Les échanges ont également porté sur la viabilité financière de l’OEACP et sur son repositionnement stratégique dans un contexte international marqué par de profondes mutations géopolitiques et économiques.

Dans cette perspective, le secrétaire général de l’organisation, Moussa Saleh Batraki, a rappelé «la responsabilité collective des États membres, la mobilisation des ressources et la nécessité de bâtir une Organisation plus performante, plus crédible et davantage orientée vers les résultats».

Le Gabon plaide pour une gouvernance plus inclusive

Seedy K. M. Keita, ministre des Finances et des Affaires économiques de la Gambie (à droite), et Marc Abeghe. © D.R.

Au cours des travaux, la délégation gabonaise a exprimé son soutien aux orientations défendues par le Bureau du Conseil des ministres.
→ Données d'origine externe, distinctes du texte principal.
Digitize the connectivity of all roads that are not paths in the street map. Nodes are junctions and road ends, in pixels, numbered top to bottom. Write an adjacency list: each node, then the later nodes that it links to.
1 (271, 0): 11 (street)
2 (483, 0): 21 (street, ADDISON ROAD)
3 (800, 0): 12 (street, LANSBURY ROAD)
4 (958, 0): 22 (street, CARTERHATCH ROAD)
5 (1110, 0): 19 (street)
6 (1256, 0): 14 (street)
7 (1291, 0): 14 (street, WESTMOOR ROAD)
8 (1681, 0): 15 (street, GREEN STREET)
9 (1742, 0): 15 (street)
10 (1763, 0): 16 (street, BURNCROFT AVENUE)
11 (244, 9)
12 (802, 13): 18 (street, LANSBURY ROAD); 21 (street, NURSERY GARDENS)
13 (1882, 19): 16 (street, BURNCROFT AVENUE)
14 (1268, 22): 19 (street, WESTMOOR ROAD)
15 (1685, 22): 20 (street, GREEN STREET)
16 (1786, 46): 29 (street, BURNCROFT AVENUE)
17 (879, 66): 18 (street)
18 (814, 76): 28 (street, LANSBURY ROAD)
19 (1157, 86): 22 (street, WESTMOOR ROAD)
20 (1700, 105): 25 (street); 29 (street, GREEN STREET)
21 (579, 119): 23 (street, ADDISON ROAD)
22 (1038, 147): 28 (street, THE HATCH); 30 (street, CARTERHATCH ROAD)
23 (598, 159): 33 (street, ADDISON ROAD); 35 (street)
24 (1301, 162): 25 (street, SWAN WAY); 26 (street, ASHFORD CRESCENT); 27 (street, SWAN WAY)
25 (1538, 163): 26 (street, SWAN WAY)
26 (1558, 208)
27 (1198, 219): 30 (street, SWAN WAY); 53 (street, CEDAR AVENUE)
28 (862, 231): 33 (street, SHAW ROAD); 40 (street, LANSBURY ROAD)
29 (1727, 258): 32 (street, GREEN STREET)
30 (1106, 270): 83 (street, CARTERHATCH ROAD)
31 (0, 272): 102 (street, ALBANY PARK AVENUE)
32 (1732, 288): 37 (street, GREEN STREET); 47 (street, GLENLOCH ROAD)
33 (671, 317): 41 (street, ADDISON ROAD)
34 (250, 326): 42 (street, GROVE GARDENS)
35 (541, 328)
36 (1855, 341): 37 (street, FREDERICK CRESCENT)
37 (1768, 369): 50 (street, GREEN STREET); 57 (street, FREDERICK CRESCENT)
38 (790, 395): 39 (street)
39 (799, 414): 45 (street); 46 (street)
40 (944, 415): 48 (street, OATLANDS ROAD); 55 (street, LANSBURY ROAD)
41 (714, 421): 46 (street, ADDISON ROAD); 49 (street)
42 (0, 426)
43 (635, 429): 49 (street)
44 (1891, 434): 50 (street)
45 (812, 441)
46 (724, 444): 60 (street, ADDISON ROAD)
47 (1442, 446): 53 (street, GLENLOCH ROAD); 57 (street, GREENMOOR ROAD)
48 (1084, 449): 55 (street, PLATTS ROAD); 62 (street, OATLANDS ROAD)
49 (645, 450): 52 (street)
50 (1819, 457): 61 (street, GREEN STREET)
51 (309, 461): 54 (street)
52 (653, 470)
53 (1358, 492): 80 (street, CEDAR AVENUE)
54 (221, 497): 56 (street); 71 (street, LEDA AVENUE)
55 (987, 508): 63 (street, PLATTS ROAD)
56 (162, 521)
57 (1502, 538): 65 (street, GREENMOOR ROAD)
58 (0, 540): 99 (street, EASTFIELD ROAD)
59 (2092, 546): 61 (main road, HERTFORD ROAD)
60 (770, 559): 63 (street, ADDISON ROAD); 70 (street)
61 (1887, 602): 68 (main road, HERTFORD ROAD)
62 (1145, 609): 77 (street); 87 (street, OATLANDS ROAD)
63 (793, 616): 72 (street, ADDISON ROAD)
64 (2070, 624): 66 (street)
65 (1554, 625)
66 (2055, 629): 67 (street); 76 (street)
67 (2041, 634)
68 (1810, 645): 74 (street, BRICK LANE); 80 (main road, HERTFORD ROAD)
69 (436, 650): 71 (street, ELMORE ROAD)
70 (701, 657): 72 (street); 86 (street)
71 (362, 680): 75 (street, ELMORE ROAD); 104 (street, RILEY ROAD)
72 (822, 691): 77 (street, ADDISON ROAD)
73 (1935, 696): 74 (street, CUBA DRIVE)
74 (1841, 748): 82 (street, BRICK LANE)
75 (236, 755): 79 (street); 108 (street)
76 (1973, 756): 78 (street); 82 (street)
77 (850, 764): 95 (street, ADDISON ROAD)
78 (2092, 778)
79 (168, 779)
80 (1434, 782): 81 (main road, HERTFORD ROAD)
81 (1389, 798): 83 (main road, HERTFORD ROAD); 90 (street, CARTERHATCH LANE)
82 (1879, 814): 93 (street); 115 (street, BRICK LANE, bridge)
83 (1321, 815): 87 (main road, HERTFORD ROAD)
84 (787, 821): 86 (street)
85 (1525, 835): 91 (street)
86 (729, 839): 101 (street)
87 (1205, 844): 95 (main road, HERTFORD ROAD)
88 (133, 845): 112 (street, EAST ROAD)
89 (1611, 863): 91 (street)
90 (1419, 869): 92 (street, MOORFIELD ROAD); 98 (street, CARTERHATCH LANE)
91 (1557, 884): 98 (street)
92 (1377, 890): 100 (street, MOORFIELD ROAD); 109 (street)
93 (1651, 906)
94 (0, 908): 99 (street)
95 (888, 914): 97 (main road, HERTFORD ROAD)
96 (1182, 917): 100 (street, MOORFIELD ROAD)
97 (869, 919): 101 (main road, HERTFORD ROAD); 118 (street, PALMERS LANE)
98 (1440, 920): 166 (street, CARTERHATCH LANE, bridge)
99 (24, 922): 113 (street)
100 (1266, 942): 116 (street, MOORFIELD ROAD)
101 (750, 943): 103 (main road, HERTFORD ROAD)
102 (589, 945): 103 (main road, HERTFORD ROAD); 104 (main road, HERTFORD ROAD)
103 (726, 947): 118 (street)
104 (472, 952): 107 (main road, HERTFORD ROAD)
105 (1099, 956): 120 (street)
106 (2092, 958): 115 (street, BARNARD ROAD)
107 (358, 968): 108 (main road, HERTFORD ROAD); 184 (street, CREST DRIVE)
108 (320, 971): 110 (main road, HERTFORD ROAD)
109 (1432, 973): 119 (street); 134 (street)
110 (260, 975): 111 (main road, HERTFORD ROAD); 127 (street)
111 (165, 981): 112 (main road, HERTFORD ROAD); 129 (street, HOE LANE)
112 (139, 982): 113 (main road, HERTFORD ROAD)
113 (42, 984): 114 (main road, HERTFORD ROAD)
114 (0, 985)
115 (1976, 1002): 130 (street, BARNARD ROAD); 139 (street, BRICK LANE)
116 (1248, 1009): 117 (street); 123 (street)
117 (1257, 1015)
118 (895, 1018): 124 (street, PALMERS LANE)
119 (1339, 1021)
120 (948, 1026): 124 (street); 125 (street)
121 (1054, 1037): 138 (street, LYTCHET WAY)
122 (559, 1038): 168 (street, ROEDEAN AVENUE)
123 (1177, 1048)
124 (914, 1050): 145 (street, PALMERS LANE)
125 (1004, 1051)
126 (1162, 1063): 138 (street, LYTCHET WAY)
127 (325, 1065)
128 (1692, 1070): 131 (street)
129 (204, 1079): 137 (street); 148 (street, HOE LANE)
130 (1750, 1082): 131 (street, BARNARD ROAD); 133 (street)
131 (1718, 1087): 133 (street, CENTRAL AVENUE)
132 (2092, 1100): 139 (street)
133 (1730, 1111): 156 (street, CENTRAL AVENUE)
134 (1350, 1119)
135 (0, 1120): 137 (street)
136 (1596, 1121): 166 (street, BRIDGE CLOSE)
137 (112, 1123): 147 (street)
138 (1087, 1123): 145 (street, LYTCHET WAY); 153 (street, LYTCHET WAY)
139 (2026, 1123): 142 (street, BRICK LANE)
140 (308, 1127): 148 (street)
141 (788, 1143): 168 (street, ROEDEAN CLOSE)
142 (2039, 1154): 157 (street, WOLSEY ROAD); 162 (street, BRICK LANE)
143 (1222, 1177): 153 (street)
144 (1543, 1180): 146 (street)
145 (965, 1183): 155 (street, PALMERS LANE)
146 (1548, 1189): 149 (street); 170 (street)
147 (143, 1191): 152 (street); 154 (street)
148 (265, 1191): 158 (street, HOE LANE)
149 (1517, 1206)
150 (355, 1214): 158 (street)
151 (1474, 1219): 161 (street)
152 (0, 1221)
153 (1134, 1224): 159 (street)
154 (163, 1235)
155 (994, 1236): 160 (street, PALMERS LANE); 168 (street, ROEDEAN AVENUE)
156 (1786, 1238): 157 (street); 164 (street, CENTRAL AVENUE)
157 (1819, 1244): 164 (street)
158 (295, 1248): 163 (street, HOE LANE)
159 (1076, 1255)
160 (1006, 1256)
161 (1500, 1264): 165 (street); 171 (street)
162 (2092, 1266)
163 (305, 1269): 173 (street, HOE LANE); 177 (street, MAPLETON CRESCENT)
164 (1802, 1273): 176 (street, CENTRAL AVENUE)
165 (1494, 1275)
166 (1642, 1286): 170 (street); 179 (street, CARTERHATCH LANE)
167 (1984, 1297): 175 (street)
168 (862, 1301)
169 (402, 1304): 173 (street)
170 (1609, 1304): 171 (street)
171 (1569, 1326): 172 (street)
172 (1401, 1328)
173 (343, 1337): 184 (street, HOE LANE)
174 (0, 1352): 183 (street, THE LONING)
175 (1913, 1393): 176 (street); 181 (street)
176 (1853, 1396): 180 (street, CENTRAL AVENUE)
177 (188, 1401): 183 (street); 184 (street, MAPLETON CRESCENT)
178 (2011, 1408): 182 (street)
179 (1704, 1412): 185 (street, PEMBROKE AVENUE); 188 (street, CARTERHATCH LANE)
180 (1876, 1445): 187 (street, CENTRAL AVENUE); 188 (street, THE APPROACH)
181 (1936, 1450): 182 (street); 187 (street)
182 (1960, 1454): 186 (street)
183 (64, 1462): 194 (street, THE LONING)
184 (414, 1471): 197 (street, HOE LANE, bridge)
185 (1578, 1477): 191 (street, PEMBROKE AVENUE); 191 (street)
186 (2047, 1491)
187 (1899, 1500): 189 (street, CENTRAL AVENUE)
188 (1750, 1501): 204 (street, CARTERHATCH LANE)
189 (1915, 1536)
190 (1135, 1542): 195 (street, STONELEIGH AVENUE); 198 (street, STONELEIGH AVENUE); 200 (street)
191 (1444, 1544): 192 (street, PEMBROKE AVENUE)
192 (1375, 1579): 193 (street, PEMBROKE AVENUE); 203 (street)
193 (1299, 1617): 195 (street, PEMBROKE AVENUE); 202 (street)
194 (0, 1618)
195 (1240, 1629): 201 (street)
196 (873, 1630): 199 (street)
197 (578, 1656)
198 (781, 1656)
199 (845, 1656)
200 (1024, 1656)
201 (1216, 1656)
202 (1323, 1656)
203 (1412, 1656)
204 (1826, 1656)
Elle a notamment salué les avancées enregistrées en faveur d’une gouvernance «plus inclusive», reposant sur une concertation renforcée entre les coordinations régionales, les États membres et le secrétariat général.

Cette participation s’inscrit dans le rôle particulier joué par le Gabon au sein de l’organisation, le pays assurant actuellement la coordination de l’Afrique centrale. À travers la présence conjointe du ministre délégué Marc Abeghe et de l’ambassadeur Régis Immongault, Libreville entend continuer à peser dans les réflexions stratégiques relatives à l’avenir de l’OEACP.

Une diplomatie tournée vers le multilatéralisme

Selon le compte rendu publié par Régis Immongault sur le réseau social X, cette implication traduit «l’engagement constant du Gabon en faveur d’un multilatéralisme efficace et d’une coopération internationale porteuse de solutions concrètes».

La représentation permanente du Gabon auprès de l’OEACP affirme ainsi poursuivre ses efforts pour «défendre les intérêts du Gabon, promouvoir les priorités de l’Afrique centrale et contribuer activement aux réflexions stratégiques qui façonnent l’avenir de l’Organisation».

Cette démarche s’inscrit dans la vision portée par le président de la République, Brice Clotaire Oligui Nguema, qui fait du rayonnement diplomatique du Gabon et du renforcement de sa présence au sein des organisations internationales des axes majeurs de son action extérieure.